Aelle asintió y volvió a sentarse. Aún parecía descontento y deduje que Liofa debía de tener fama de espadachín temible. Mejor que bueno había de ser, pues de lo contrario no sería paladín de Cerdic y, por la expresión de Aelle, supuse que sería algo más que un espadachín consumado.

No obstante, mi nombre también era conocido, cosa que, al parecer, preocupaba a Bors, pues hablaba precipitadamente a Lancelot al oído. Lancelot, tan pronto su primo hubo concluido, hizo una seña al intérprete, el cual a su vez susurró algo a Cerdic. El rey lo escuchó y acto seguido me miró torvamente.

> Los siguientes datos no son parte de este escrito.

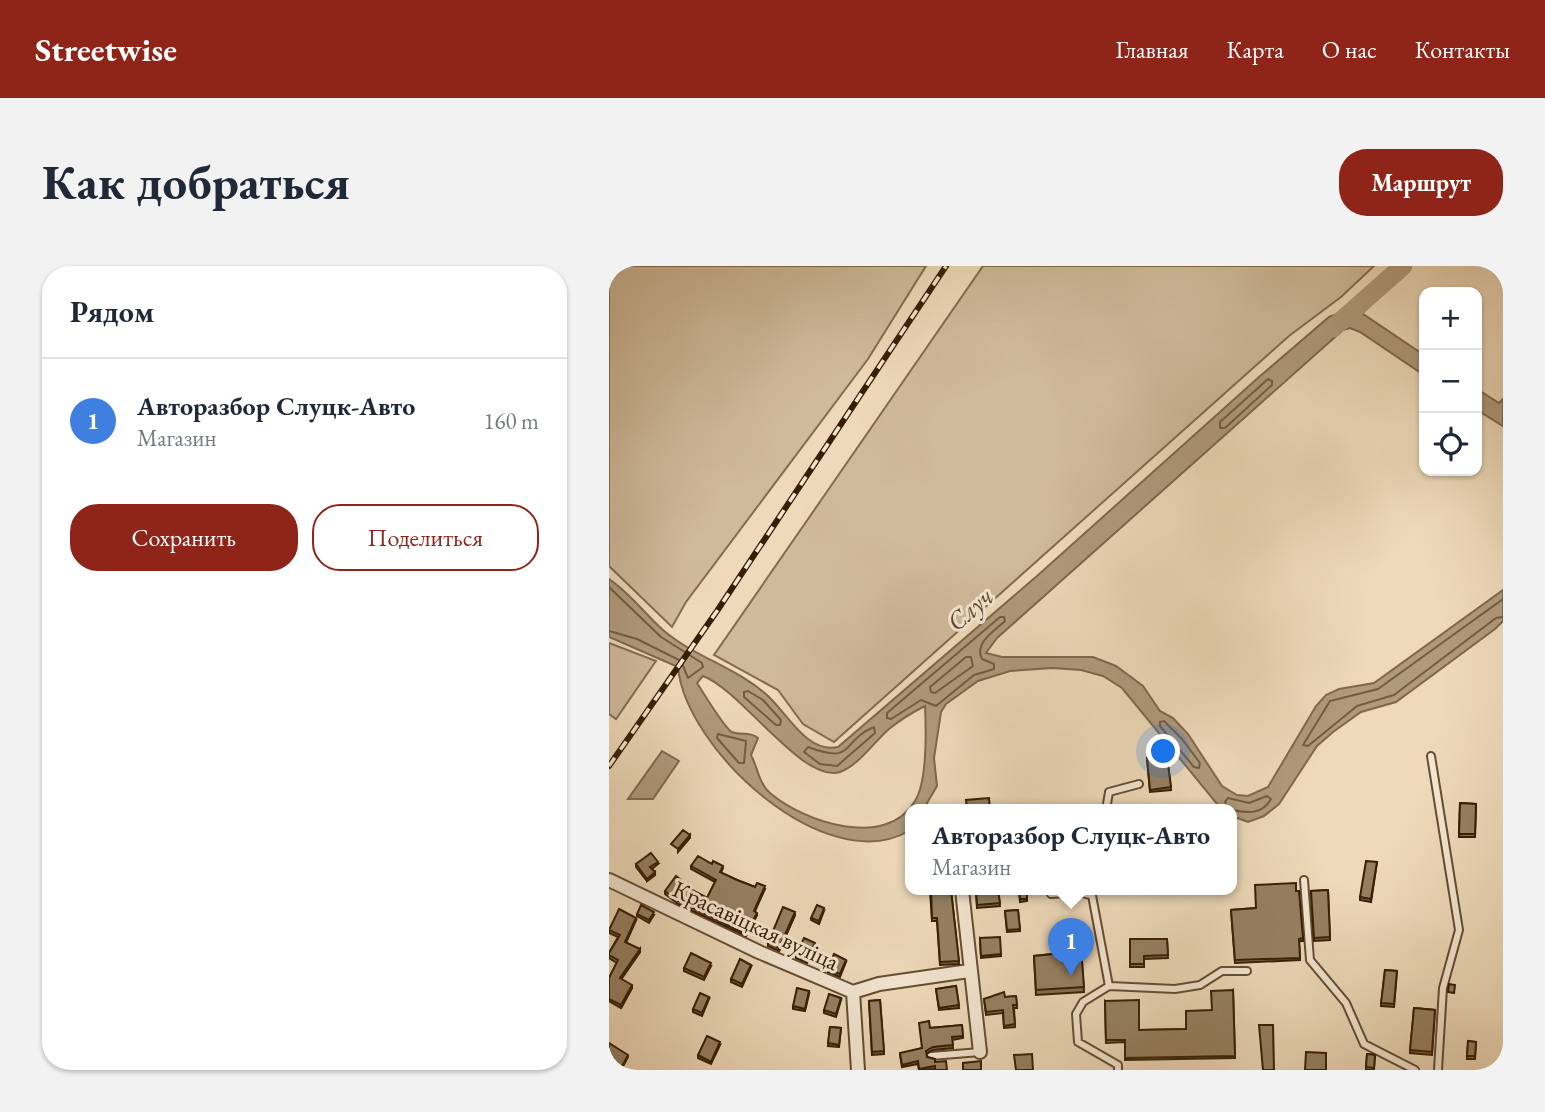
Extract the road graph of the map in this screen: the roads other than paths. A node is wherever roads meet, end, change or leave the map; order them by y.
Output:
1 (1431, 756) dead end
2 (1139, 784) dead end
3 (1107, 804) edge
4 (609, 880) edge
5 (1304, 880) dead end
6 (962, 895) edge
7 (1091, 895) edge
8 (969, 971) junction
9 (1247, 971) dead end
10 (1109, 986) junction
11 (853, 992) junction
12 (980, 1052) joint
13 (931, 1056) edge
14 (858, 1070) edge
15 (1118, 1070) edge
16 (1415, 1070) edge
17 (1438, 1070) edge

1 - 17 lane
2 - 3 lane
4 - 11 street, Красавіцкая вуліца
5 - 16 lane
6 - 8 street
7 - 10 lane
8 - 11 street
8 - 12 street
9 - 10 lane
10 - 15 lane
11 - 14 street, Красавіцкая вуліца
12 - 13 lane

—¿Cómo sabemos —preguntó— que este hijo tuyo, Aelle, no está protegido por algún encantamiento de Merlín? —Los sajones siempre habían temido a Merlín y la mera sospecha levantó airadas protestas. Aelle frunció el ceño.

—¿Estás protegido, Derfel?

—No, lord rey.

Cerdic no quedó satisfecho.

—Estos hombres pueden reconocer la magia de Merlín —insistió, señalando a Lancelot y a Bors. Bors se encogió de hombros, se levantó y, dando un rodeo a la mesa, bajó del estrado. Se acercó a mí con cierta vacilación y yo extendí los brazos para indicarle que no pretendía hacerle mal alguno. Bors me miró las muñecas, buscando quizás pulseras de hierbas trenzadas o cualquier otro amuleto, luego me deshizo los cordones del jubón de cuero.